BEGIN RECORD SET
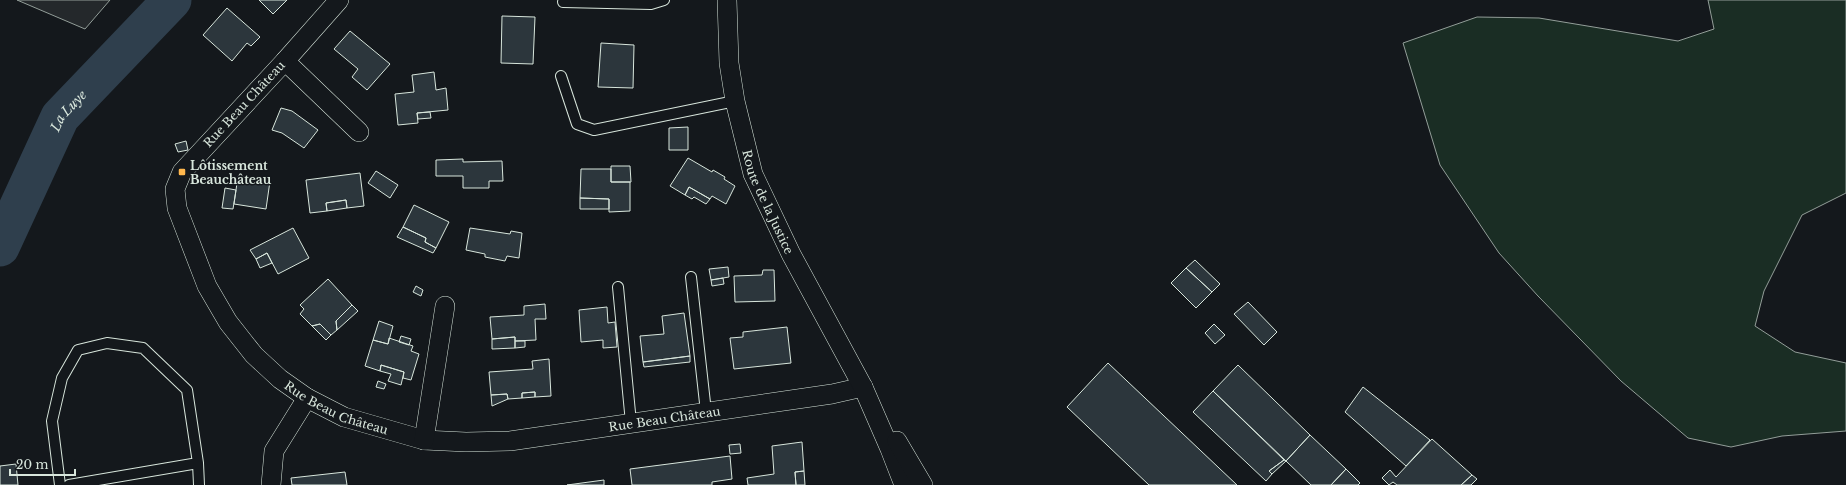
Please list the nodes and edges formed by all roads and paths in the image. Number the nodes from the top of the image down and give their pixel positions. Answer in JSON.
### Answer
{"nodes":[{"id":1,"x":339,"y":0,"type":"edge"},
{"id":2,"x":664,"y":0,"type":"edge"},
{"id":3,"x":727,"y":0,"type":"edge"},
{"id":4,"x":563,"y":2,"type":"dead end"},
{"id":5,"x":286,"y":61,"type":"junction"},
{"id":6,"x":561,"y":76,"type":"dead end"},
{"id":7,"x":735,"y":101,"type":"junction"},
{"id":8,"x":358,"y":132,"type":"dead end"},
{"id":9,"x":692,"y":277,"type":"dead end"},
{"id":10,"x":618,"y":287,"type":"dead end"},
{"id":11,"x":445,"y":306,"type":"dead end"},
{"id":12,"x":863,"y":387,"type":"junction"},
{"id":13,"x":307,"y":398,"type":"junction"},
{"id":14,"x":706,"y":412,"type":"junction"},
{"id":15,"x":631,"y":423,"type":"junction"},
{"id":16,"x":424,"y":440,"type":"junction"},
{"id":17,"x":198,"y":463,"type":"junction"},
{"id":18,"x":60,"y":485,"type":"edge"},
{"id":19,"x":69,"y":485,"type":"edge"},
{"id":20,"x":199,"y":485,"type":"edge"},
{"id":21,"x":271,"y":485,"type":"edge"},
{"id":22,"x":904,"y":485,"type":"edge"},
{"id":23,"x":923,"y":485,"type":"edge"}],
"edges":[{"from":1,"to":5,"type":"street","name":"Rue Beau Château"},
{"from":2,"to":4,"type":"lane"},
{"from":3,"to":7,"type":"street","name":"Route de la Justice"},
{"from":5,"to":8,"type":"street"},
{"from":5,"to":13,"type":"street","name":"Rue Beau Château"},
{"from":6,"to":7,"type":"lane"},
{"from":7,"to":12,"type":"street","name":"Route de la Justice"},
{"from":9,"to":14,"type":"lane"},
{"from":10,"to":15,"type":"lane"},
{"from":11,"to":16,"type":"street"},
{"from":12,"to":14,"type":"street","name":"Rue Beau Château"},
{"from":12,"to":22,"type":"street","name":"Route de la Justice"},
{"from":12,"to":23,"type":"street","name":"Route de la Justice"},
{"from":13,"to":16,"type":"street","name":"Rue Beau Château"},
{"from":13,"to":21,"type":"street"},
{"from":14,"to":15,"type":"street","name":"Rue Beau Château"},
{"from":15,"to":16,"type":"street","name":"Rue Beau Château"},
{"from":17,"to":18,"type":"lane"},
{"from":17,"to":19,"type":"lane"},
{"from":17,"to":20,"type":"lane"}]}
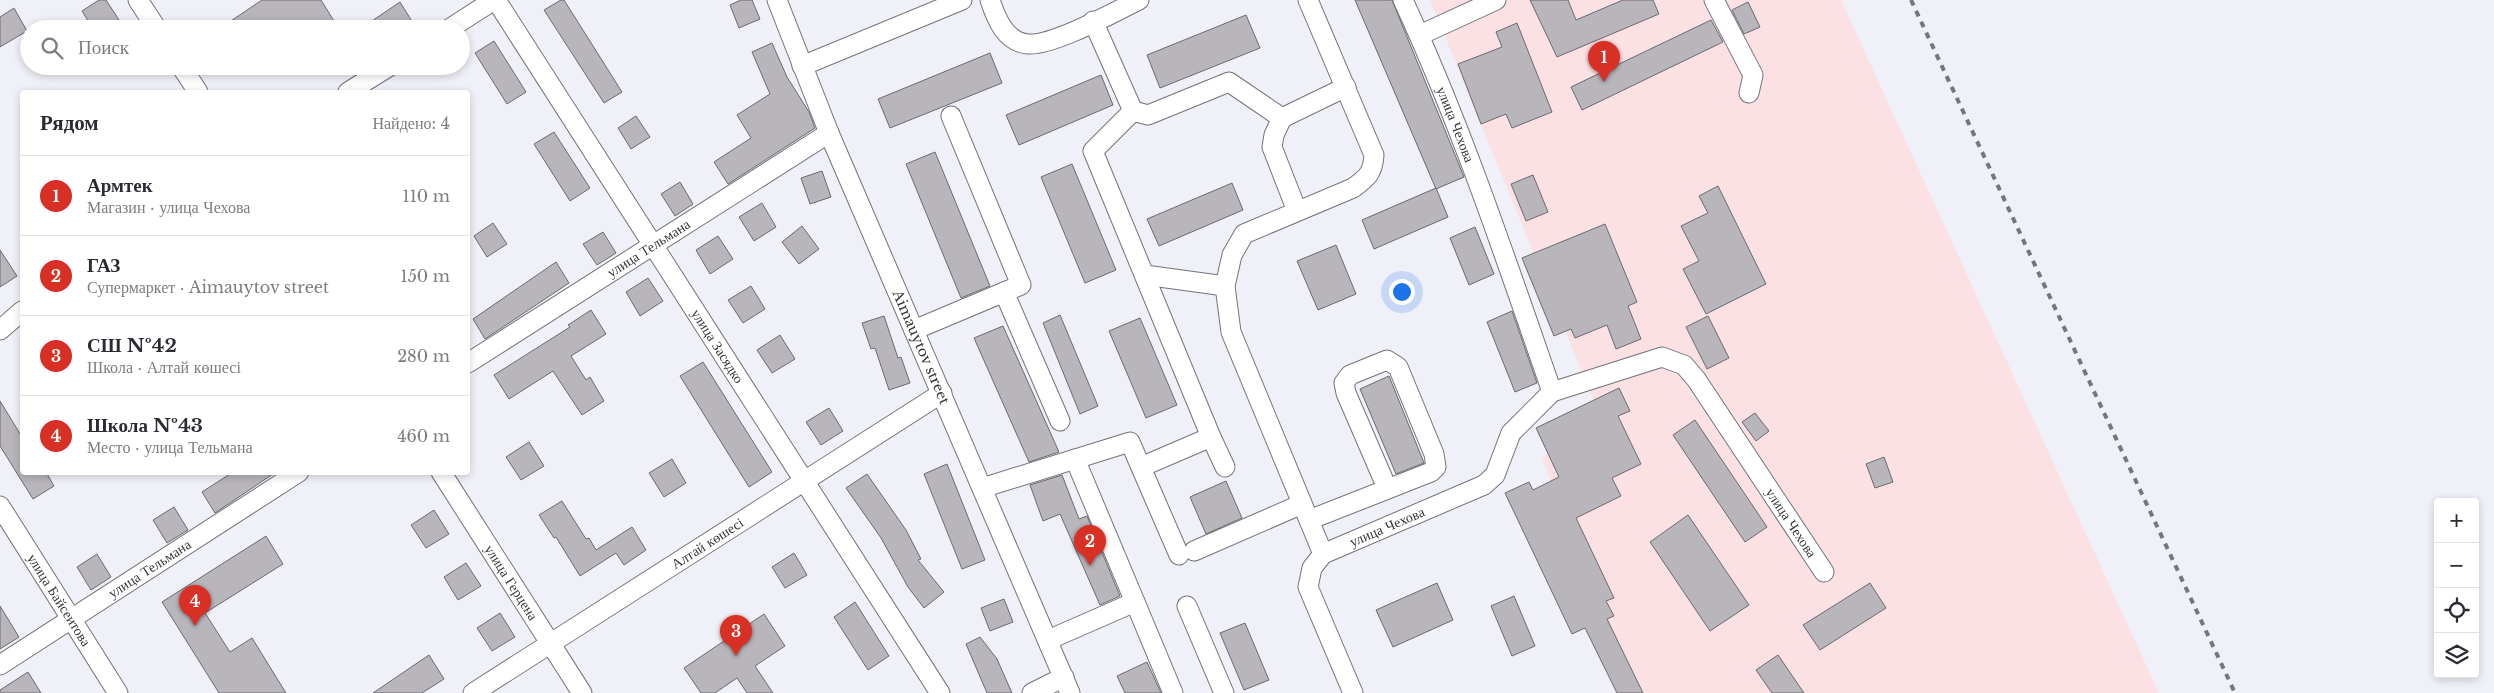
END RECORD SET
## WHAT IS NEEDED
Please show every line of the entries above that contains the word "Château".

## EXERCISE ANSWER
"edges":[{"from":1,"to":5,"type":"street","name":"Rue Beau Château"},
{"from":5,"to":13,"type":"street","name":"Rue Beau Château"},
{"from":12,"to":14,"type":"street","name":"Rue Beau Château"},
{"from":13,"to":16,"type":"street","name":"Rue Beau Château"},
{"from":14,"to":15,"type":"street","name":"Rue Beau Château"},
{"from":15,"to":16,"type":"street","name":"Rue Beau Château"},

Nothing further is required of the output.